■ **To do**
Please show every line in the entries below that includes the word "Muslim".
§
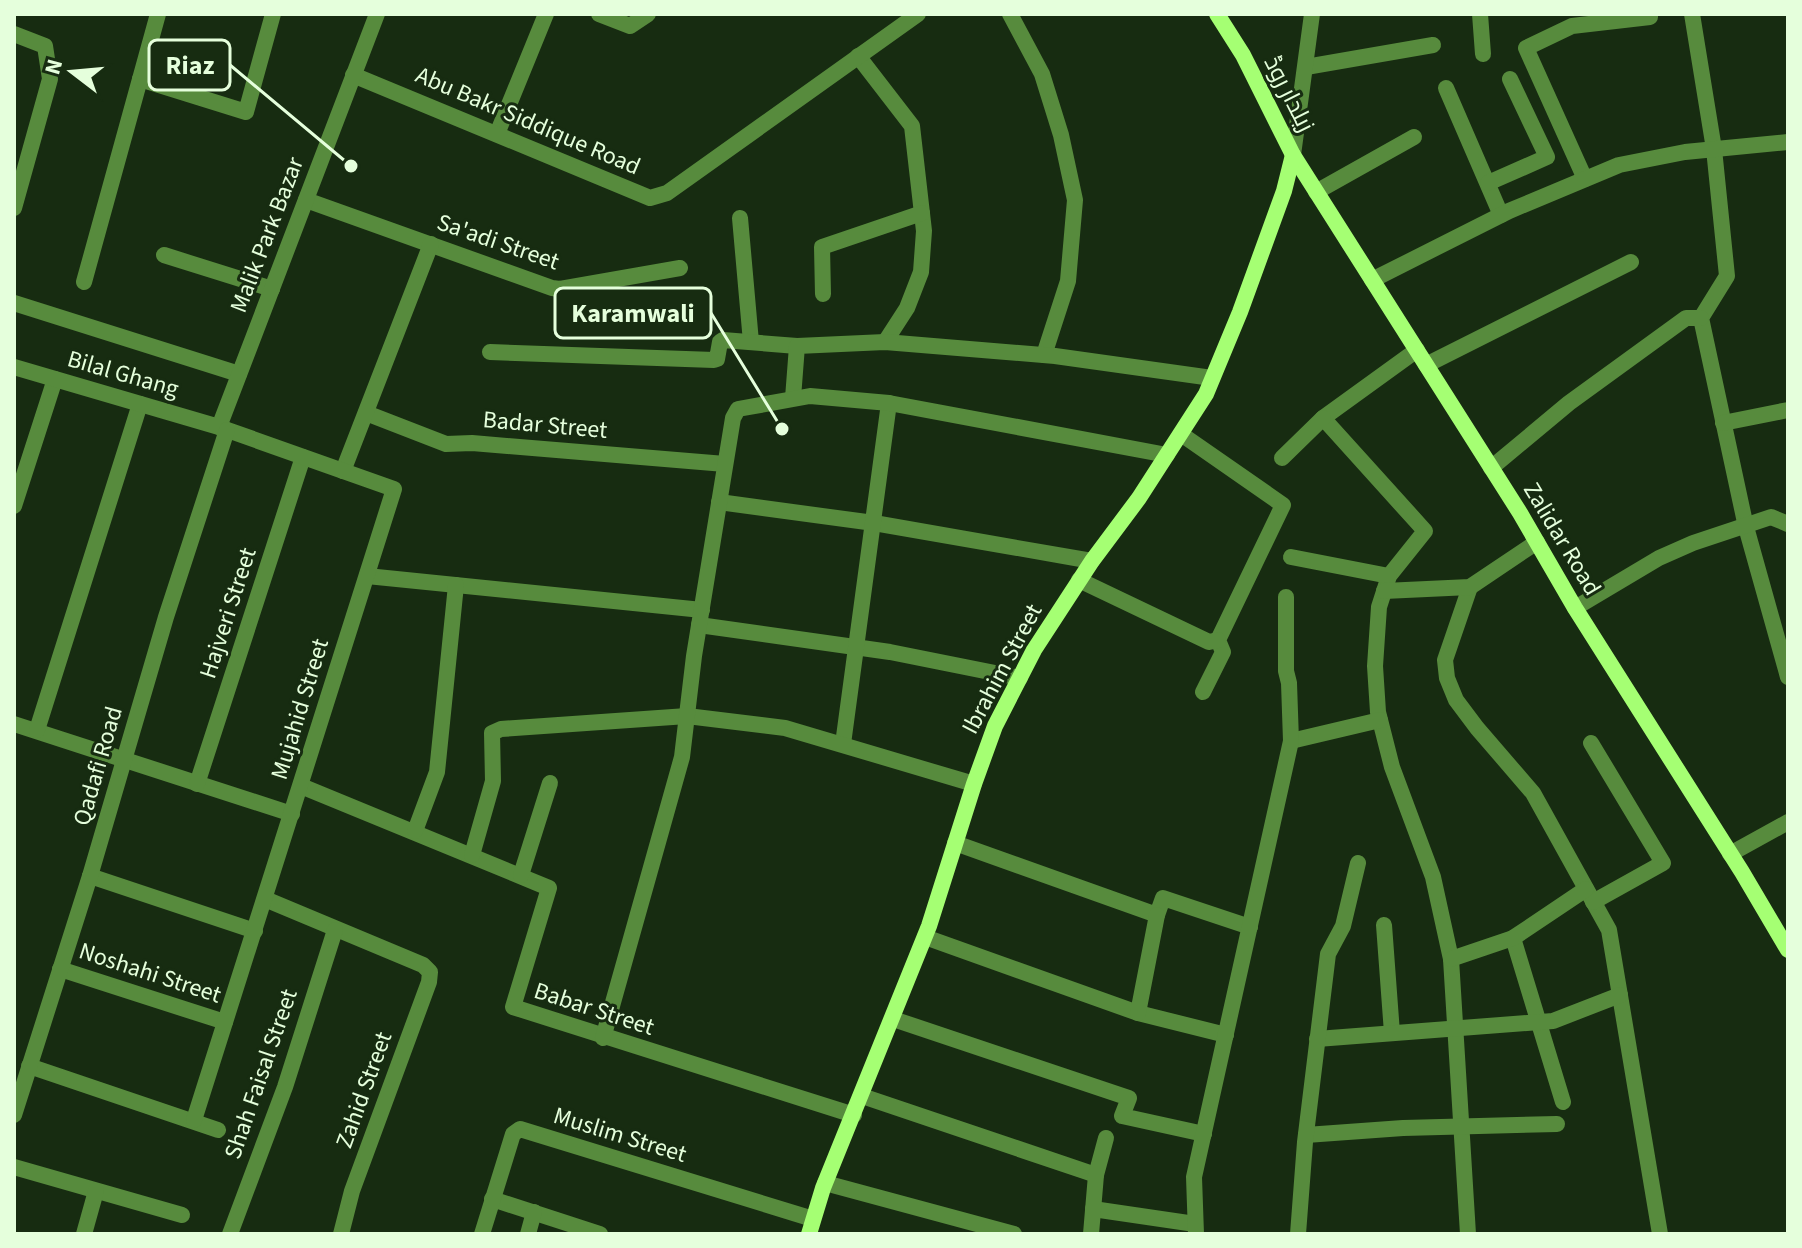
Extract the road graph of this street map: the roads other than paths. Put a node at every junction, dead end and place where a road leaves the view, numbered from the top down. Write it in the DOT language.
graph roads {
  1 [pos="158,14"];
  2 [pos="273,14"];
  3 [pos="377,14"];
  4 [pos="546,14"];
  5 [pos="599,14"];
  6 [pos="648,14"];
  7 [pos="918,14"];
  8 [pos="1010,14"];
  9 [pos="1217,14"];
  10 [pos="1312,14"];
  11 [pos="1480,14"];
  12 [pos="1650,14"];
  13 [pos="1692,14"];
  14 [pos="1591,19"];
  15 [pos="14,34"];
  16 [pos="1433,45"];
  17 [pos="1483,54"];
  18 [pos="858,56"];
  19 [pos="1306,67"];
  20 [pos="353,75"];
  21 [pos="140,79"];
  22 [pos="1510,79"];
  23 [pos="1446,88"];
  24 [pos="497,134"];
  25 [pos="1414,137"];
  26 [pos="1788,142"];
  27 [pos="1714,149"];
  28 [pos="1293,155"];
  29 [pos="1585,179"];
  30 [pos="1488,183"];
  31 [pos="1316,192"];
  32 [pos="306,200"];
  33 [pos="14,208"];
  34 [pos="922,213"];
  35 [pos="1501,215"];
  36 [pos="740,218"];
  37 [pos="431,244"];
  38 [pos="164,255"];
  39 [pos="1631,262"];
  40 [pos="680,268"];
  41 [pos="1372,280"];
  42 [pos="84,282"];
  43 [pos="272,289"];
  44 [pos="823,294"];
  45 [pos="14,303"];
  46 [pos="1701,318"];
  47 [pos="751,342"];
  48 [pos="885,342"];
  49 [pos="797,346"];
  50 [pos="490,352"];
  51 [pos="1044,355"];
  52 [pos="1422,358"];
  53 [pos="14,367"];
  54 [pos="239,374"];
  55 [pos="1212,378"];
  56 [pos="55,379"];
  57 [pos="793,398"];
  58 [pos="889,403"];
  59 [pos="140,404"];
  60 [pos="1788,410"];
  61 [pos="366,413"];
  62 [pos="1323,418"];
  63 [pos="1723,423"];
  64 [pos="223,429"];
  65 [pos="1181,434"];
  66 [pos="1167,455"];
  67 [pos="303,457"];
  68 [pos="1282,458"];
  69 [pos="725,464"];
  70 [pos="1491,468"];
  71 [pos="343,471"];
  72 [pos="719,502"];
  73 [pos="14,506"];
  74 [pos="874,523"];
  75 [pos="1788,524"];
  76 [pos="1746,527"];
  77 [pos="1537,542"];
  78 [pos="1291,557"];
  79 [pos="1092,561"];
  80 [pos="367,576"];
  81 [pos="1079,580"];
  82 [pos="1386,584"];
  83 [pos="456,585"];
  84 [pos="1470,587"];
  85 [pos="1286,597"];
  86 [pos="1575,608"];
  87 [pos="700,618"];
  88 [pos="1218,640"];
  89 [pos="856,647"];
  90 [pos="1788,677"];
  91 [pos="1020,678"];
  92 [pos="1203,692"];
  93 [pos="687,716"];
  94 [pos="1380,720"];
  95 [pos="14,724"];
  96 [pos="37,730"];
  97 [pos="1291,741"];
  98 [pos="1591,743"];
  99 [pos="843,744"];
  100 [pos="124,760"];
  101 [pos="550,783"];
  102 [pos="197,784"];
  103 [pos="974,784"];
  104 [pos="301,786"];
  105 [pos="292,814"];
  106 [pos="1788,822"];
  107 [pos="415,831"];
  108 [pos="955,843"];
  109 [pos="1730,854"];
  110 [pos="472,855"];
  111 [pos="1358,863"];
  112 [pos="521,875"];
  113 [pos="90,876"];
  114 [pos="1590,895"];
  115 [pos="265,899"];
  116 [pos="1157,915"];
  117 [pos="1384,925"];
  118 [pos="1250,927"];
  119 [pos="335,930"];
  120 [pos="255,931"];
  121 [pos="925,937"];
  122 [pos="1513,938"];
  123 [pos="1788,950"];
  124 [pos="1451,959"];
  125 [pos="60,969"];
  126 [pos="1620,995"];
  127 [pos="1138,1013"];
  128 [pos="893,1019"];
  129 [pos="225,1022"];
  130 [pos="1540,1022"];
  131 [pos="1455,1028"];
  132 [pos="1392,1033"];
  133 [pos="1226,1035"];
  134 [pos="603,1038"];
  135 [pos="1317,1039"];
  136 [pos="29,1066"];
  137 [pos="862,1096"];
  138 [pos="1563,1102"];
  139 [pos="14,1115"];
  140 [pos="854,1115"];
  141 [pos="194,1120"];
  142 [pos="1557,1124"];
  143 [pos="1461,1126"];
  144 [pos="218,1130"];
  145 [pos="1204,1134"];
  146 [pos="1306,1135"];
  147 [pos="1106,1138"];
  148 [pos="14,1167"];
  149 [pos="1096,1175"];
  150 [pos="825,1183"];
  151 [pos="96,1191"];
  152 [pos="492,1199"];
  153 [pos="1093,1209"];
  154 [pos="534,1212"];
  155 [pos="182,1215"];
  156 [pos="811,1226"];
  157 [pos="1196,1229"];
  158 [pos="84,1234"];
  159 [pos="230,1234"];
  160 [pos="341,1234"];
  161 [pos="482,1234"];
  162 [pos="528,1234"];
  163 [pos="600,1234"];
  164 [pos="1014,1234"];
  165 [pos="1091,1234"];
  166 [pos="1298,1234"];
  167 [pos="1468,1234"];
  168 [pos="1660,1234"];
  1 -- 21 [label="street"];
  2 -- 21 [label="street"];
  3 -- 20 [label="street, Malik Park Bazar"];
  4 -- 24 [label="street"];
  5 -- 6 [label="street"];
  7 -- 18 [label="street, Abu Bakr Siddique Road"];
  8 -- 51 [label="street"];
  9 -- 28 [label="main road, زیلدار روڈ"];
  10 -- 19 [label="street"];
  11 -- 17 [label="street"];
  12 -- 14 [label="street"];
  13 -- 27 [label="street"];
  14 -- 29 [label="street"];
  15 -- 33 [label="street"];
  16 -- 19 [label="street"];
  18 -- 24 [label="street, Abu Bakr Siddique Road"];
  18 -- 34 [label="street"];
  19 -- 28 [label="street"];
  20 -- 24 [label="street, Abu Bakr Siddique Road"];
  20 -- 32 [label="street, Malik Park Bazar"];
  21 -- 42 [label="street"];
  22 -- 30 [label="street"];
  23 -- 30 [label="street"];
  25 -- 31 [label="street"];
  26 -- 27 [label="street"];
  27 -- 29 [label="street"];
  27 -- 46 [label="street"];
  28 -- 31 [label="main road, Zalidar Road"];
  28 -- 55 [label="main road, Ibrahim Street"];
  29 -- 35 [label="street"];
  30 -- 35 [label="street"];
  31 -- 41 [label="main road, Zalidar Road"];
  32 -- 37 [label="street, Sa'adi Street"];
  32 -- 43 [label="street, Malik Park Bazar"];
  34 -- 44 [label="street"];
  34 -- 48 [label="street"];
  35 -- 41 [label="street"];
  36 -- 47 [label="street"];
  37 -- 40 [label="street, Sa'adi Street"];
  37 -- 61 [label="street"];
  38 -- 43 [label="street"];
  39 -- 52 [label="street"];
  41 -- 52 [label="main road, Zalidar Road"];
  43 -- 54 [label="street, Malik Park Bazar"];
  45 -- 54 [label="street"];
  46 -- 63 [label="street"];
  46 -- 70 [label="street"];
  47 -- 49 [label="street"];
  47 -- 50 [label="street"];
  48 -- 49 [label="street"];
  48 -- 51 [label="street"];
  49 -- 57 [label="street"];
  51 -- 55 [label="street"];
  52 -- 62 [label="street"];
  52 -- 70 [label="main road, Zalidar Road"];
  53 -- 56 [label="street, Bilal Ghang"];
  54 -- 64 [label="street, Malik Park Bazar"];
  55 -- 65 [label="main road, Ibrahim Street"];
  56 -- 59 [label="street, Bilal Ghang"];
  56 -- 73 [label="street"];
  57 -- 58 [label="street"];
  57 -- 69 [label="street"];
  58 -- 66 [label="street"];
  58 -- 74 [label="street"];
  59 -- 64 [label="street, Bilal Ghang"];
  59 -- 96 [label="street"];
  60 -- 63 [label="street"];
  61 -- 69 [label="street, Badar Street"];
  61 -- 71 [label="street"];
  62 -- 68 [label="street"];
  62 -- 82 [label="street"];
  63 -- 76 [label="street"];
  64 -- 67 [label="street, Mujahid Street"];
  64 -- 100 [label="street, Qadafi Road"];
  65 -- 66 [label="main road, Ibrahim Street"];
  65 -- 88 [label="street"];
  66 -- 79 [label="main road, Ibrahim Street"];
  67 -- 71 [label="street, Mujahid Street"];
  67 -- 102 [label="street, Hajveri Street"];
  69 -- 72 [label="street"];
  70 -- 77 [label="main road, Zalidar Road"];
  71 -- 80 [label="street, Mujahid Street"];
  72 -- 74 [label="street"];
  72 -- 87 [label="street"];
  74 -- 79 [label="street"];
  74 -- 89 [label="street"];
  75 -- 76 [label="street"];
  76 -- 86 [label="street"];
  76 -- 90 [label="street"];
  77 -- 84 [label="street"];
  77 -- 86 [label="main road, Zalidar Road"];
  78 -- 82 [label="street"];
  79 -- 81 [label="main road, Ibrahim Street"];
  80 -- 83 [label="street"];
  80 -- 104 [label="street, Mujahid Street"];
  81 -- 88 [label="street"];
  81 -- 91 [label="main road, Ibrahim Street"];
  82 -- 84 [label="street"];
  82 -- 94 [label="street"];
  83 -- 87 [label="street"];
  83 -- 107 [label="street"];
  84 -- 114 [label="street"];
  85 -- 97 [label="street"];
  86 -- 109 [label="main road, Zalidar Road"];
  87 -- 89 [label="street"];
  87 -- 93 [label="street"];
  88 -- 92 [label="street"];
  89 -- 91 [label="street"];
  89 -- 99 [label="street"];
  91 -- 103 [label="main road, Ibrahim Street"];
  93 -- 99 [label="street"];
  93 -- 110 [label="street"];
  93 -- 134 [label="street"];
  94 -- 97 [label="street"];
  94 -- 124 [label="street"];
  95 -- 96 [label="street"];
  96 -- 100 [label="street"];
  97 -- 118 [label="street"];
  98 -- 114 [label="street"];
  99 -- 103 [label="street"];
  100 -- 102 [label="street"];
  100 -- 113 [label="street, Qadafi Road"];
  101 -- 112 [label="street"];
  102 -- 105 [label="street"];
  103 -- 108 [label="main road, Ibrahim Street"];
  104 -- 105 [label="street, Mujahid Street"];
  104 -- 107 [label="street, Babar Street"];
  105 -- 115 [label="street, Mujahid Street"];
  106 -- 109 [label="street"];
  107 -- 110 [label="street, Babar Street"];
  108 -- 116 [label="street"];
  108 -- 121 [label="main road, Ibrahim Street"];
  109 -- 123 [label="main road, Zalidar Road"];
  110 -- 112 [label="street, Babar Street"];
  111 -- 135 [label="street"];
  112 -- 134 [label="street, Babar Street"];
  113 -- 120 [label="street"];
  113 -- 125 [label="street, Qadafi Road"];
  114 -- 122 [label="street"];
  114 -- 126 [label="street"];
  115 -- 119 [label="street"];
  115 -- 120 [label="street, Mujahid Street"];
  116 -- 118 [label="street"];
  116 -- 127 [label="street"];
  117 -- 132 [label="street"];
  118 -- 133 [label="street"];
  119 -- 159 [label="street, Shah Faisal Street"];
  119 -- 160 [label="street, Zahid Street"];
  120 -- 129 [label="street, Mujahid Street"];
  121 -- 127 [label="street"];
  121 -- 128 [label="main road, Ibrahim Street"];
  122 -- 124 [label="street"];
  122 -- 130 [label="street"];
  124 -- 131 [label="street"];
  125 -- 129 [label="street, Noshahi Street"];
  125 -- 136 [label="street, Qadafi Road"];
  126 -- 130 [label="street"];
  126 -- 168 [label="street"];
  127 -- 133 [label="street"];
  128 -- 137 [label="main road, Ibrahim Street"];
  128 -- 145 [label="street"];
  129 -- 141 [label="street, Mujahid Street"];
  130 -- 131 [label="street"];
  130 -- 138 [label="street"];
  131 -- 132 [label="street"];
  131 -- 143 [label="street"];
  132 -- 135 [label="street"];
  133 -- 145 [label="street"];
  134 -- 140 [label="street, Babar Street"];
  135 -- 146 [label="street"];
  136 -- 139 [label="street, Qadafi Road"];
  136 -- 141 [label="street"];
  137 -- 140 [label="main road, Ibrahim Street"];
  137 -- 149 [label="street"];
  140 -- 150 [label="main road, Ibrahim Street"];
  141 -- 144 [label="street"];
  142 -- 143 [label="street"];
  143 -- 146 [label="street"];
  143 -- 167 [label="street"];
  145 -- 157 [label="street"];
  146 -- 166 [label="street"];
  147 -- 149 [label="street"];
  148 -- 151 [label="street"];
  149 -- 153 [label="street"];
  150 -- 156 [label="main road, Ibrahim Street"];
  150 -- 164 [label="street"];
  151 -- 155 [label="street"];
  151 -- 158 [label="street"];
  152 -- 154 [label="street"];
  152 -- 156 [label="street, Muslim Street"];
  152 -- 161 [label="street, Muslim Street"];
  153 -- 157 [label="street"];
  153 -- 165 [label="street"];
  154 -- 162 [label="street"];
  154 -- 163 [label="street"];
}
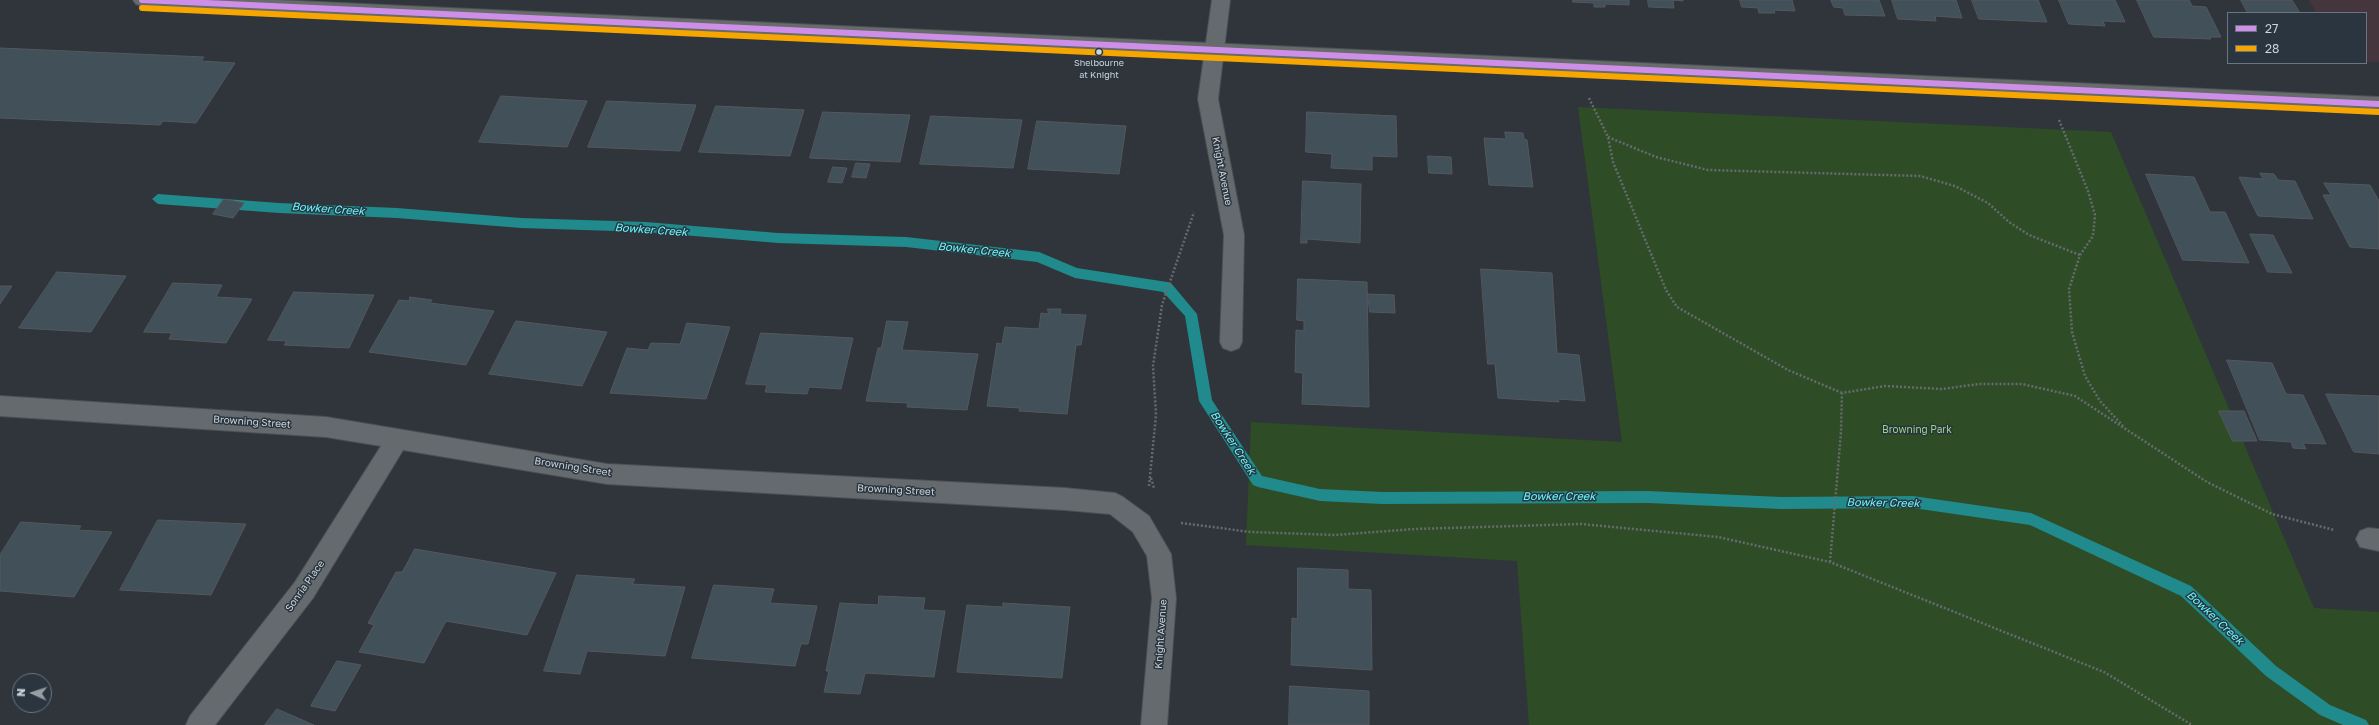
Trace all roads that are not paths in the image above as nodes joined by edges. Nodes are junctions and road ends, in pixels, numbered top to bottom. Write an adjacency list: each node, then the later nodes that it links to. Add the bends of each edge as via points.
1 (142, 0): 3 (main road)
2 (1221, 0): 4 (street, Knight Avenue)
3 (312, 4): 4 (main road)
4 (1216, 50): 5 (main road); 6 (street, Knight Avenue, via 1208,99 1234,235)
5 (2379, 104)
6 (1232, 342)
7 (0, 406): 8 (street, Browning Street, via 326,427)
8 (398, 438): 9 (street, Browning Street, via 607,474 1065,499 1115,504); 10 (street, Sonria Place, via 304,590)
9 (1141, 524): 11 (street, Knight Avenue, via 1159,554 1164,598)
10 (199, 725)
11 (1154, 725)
§
■ **Answer to this task**
  152 -- 156 [label="street, Muslim Street"];
  152 -- 161 [label="street, Muslim Street"];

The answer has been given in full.